Netzpolitik, Datenschutz - und Spaß am Gerät.

21. 2. 2016 - 18:30

Investorenschutz wieder auf dem TTIP-Tapet

Am Montag wird der im Oktober vorgestellte, von den USA bisher nicht kommentierte EU-Vorschlag für ein permanentes TTIP-Schiedsgericht den USA offiziell präsentiert.

Am Montag treten die Verhandlungen zum Freihandelsabkommen TTIP in ihre "intensive Phase", denn in dieser zwölften Runde wird der europäische Vorschlag für eine Schiedsgerichtsreform erstmals diskutiert. Der Vorschlag ist zwar bereits seit Oktober bekannt, doch die USA haben sich bis jetzt nicht offiziell dazu geäußert. Damit ist der strittigste Punkt, der wegen massiver Proteste 2014 ausgesetzt wurde, wieder auf dem Verhandlungstisch. Auch die bisher ausgesparten Kapitel zum Chemie- bzw. Agrarsektor kommen erstmals aufs Tapet.

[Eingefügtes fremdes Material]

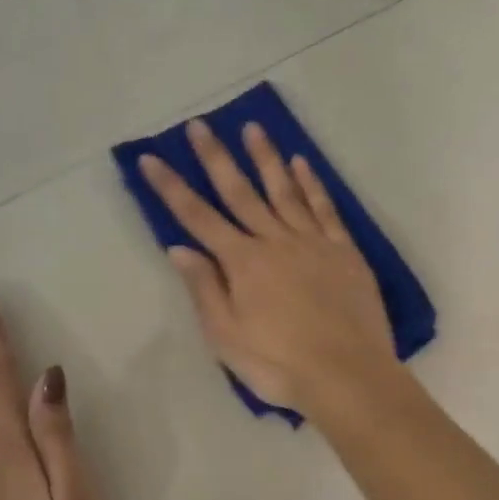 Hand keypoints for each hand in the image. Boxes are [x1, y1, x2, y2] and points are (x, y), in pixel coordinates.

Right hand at [139, 118, 399, 411]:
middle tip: (200, 125)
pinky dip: (312, 184)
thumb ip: (204, 289)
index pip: (198, 218)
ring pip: (285, 191)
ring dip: (266, 158)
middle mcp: (275, 241)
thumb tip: (179, 248)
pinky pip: (325, 209)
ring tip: (253, 128)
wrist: (347, 375)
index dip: (171, 187)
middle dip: (216, 158)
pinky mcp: (345, 251)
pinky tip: (302, 164)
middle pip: (240, 192)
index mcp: (243, 263)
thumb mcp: (227, 337)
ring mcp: (313, 242)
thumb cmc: (279, 364)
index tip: (151, 158) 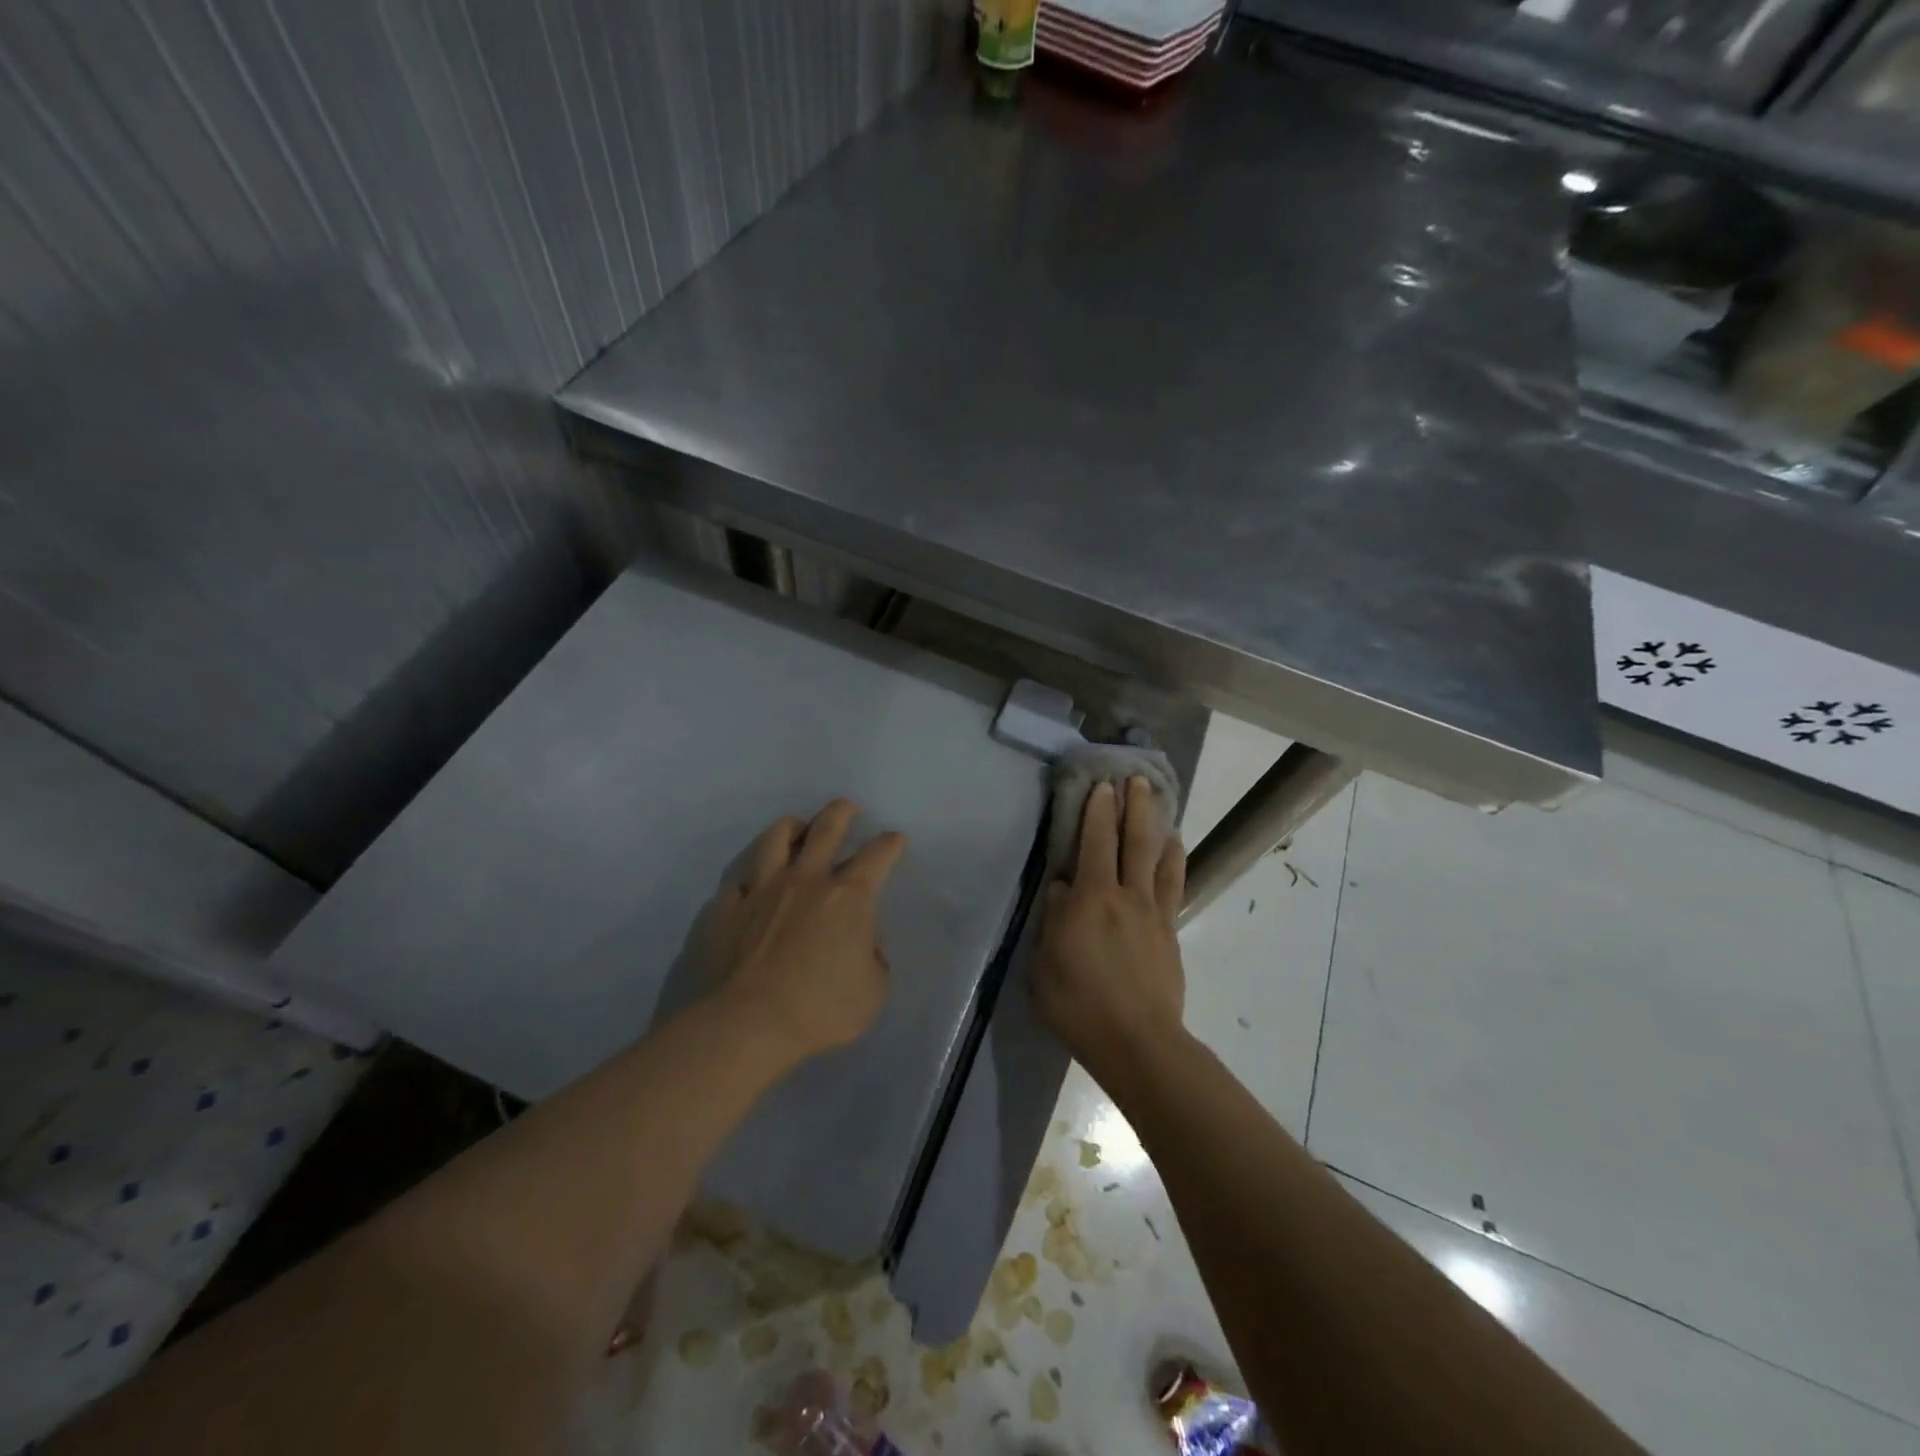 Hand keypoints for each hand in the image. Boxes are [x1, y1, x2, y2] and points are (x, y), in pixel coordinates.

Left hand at [702, 799, 906, 1064]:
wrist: (747, 1023)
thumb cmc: (820, 1008)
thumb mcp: (872, 991)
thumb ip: (874, 959)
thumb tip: (865, 944)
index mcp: (849, 896)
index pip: (878, 855)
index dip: (890, 844)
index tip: (894, 839)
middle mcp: (806, 879)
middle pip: (826, 828)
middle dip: (841, 812)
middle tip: (847, 807)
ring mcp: (762, 889)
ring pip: (776, 839)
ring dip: (791, 828)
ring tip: (795, 827)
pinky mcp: (727, 907)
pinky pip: (738, 881)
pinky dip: (749, 879)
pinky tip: (751, 887)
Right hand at [1034, 777, 1186, 1076]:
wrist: (1137, 1041)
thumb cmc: (1079, 1003)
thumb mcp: (1045, 963)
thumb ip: (1054, 919)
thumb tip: (1062, 887)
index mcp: (1091, 899)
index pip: (1095, 843)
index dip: (1098, 812)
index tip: (1103, 786)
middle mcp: (1126, 895)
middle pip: (1133, 841)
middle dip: (1134, 806)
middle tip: (1136, 779)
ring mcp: (1153, 912)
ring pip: (1158, 858)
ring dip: (1157, 826)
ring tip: (1158, 804)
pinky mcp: (1169, 931)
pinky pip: (1174, 885)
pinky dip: (1174, 860)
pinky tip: (1174, 849)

Ebenfalls am Montag wird Cecilia Malmström in Wien erwartet, die erste Station der EU-Handelskommissarin ist eine Diskussionsveranstaltung mit TTIP-Kritikern in der Arbeiterkammer am Montag vormittag. Max Schrems, dessen erfolgreiche Klage gegen die "Safe Harbour"-Regelung auch die rechtliche Basis für die TTIP-Datentransfers gekippt hatte, tritt am Montag an der New Yorker Columbia University auf. Thema ist der "digitale Graben" zwischen Europa und den USA in Sachen Datenschutz.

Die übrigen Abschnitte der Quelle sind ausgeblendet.